At three o’clock Russell ventured to Fair Hill and found the rioters dispersed across the lawn, most of them in a drunken slumber amid the smoldering rubble. He returned to the Hawkes’ house and informed the families that it was likely safe to return to Showell Green. The Russell’s daughter, Mary, later recalled:
Accordingly we set off, and never shall I forget the joy with which I entered our own gates once more. . . . A room was prepared for the Doctor and Mrs P. We all looked and felt our gratitude; but the Doctor appeared the happiest among us. Just as he was going to rest, expressing his thankfulness in being permitted to lie down again in peace and comfort, my father returned from Fair Hill with the intelligence that they were collecting again, and their threats were more violent than ever, that they swore to find Dr. P and take his life.
With dawn about to break, and the prospect of the riots growing in intensity, the group of refugees realized that they had no clear path of retreat. Eventually it was decided to leave the Birmingham environs altogether, and head to the outskirts of Dudley, almost ten miles away. After a day in Dudley, they traveled to Worcester, hoping to catch the postal carriage to London, but got lost in the rural darkness and spent a bleary night wandering across the commons between Bridgenorth and Heath Forge. Eventually they reunited with Ryland, who offered Priestley his wig and cloak as a disguise. Priestley declined. By the morning of the 18th, they had made it to Reverend Lindsey’s in the Strand. For several weeks, Priestley lived underground in London, an exile in his own country, not daring to show his face in public, just as Franklin had done fifteen years before.

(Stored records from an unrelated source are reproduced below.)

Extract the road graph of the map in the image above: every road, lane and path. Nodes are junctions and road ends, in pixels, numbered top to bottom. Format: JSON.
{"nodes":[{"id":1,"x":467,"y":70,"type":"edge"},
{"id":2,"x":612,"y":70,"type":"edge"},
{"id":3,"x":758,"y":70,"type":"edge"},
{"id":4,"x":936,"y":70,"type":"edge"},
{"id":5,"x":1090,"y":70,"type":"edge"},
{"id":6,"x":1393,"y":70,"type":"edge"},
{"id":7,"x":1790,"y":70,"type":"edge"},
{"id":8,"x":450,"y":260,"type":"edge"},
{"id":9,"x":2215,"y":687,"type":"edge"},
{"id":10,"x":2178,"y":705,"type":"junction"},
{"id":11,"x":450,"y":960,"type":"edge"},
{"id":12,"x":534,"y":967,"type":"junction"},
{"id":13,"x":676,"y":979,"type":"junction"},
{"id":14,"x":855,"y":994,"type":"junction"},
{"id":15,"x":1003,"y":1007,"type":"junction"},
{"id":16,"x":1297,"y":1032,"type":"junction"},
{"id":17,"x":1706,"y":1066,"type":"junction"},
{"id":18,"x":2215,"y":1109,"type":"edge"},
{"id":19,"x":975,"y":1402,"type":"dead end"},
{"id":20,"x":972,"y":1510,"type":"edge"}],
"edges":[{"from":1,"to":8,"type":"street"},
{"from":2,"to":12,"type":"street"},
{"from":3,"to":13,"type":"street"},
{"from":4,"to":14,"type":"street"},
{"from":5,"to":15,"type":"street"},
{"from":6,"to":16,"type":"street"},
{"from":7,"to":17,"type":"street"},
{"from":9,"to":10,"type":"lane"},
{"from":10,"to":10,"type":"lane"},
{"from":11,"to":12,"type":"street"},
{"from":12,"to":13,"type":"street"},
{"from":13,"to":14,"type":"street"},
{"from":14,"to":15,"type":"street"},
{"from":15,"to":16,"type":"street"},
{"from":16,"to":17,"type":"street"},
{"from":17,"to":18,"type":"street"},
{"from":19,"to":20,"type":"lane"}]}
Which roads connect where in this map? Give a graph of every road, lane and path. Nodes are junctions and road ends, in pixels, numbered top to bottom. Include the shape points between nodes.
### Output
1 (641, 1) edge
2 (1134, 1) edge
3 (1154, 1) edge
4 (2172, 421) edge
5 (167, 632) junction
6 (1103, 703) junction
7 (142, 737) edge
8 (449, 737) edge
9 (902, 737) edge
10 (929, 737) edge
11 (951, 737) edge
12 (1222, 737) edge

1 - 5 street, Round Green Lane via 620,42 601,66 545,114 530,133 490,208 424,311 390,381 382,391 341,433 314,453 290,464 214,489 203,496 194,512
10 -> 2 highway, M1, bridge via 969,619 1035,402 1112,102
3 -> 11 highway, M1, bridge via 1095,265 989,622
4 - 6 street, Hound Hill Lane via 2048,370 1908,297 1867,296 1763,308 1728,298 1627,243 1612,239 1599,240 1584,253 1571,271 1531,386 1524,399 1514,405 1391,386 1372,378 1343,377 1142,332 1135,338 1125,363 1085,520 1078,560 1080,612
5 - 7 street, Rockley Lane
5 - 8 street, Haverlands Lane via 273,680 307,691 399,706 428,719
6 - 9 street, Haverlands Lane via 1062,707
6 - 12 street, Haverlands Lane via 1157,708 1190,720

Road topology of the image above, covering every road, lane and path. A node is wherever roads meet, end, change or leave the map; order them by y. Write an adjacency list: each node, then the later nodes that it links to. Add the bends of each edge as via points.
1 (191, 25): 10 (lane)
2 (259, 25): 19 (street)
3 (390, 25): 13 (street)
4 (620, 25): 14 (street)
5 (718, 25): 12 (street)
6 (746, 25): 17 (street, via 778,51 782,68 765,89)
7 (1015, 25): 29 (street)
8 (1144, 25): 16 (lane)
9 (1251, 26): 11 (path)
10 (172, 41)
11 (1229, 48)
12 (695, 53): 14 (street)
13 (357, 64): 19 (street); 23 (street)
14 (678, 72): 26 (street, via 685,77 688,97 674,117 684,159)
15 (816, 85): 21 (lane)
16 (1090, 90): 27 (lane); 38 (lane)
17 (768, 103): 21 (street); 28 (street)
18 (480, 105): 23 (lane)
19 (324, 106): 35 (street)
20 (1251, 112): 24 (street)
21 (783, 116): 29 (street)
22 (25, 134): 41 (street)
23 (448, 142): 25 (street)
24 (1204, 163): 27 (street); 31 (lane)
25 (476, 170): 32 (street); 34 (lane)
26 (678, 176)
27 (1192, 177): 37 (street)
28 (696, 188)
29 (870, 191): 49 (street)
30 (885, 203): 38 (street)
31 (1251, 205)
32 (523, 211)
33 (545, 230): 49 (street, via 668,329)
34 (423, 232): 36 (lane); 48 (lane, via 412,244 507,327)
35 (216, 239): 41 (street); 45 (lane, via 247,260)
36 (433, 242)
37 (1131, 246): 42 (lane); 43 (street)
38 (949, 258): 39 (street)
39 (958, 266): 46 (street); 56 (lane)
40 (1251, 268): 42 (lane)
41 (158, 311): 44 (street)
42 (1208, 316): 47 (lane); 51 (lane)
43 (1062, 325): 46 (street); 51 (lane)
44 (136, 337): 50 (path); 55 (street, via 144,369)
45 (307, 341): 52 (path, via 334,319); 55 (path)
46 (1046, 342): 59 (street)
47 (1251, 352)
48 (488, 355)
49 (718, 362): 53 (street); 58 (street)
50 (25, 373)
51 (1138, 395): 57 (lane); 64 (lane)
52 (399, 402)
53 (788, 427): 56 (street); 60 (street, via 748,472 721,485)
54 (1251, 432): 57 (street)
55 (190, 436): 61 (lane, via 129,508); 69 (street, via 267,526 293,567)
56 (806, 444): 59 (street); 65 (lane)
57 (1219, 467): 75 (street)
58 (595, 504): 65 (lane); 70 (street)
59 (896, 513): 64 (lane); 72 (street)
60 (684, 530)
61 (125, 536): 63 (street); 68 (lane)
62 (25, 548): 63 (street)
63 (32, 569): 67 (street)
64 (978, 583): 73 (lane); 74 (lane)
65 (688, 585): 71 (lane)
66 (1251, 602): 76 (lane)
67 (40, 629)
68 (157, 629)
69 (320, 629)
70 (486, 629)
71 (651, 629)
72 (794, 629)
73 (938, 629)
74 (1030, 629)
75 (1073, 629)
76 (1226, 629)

Back in Birmingham, the inferno was slowly dying out. At the king’s request, three troops of Dragoons had arrived on the 17th to subdue the riot. (Many thought the response time was suspiciously slow.) By the time it was over, more than a dozen homes and churches had been razed by the mob, including Russell’s and Ryland’s. Dozens of rioters lost their lives, includin
g ten at Ryland’s home who were both buried and burned alive when a flaming roof collapsed on them in the cellar.
WHAT HAPPENS IN the mind of one of the world’s great optimists when his work inspires his fellow countrymen to rise up and destroy his home and the tools of his trade? On the exterior, Priestley was by all accounts a portrait of remarkable self-composure, given the devastation and the still-imminent threat to his life. Mary Russell would later describe his demeanor on that dark night:
Undaunted he heard the blows which were destroying the house and laboratory that contained all his valuable and rare apparatus and their effects, which it had been the business of his life to collect and use. . . . [H]e, tranquil and serene, walked up and down the road with a firm yet gentle pace that evinced his entire self-possession, and a complete self-satisfaction and consciousness which rendered him thus firm and resigned under the unjust and cruel persecution of his enemies. . . . Not one hasty or impatient expression, not one look expressive of murmur or complaint, not one tear or sigh escaped him; resignation and a conscious innocence and virtue seemed to subdue all these feelings of humanity.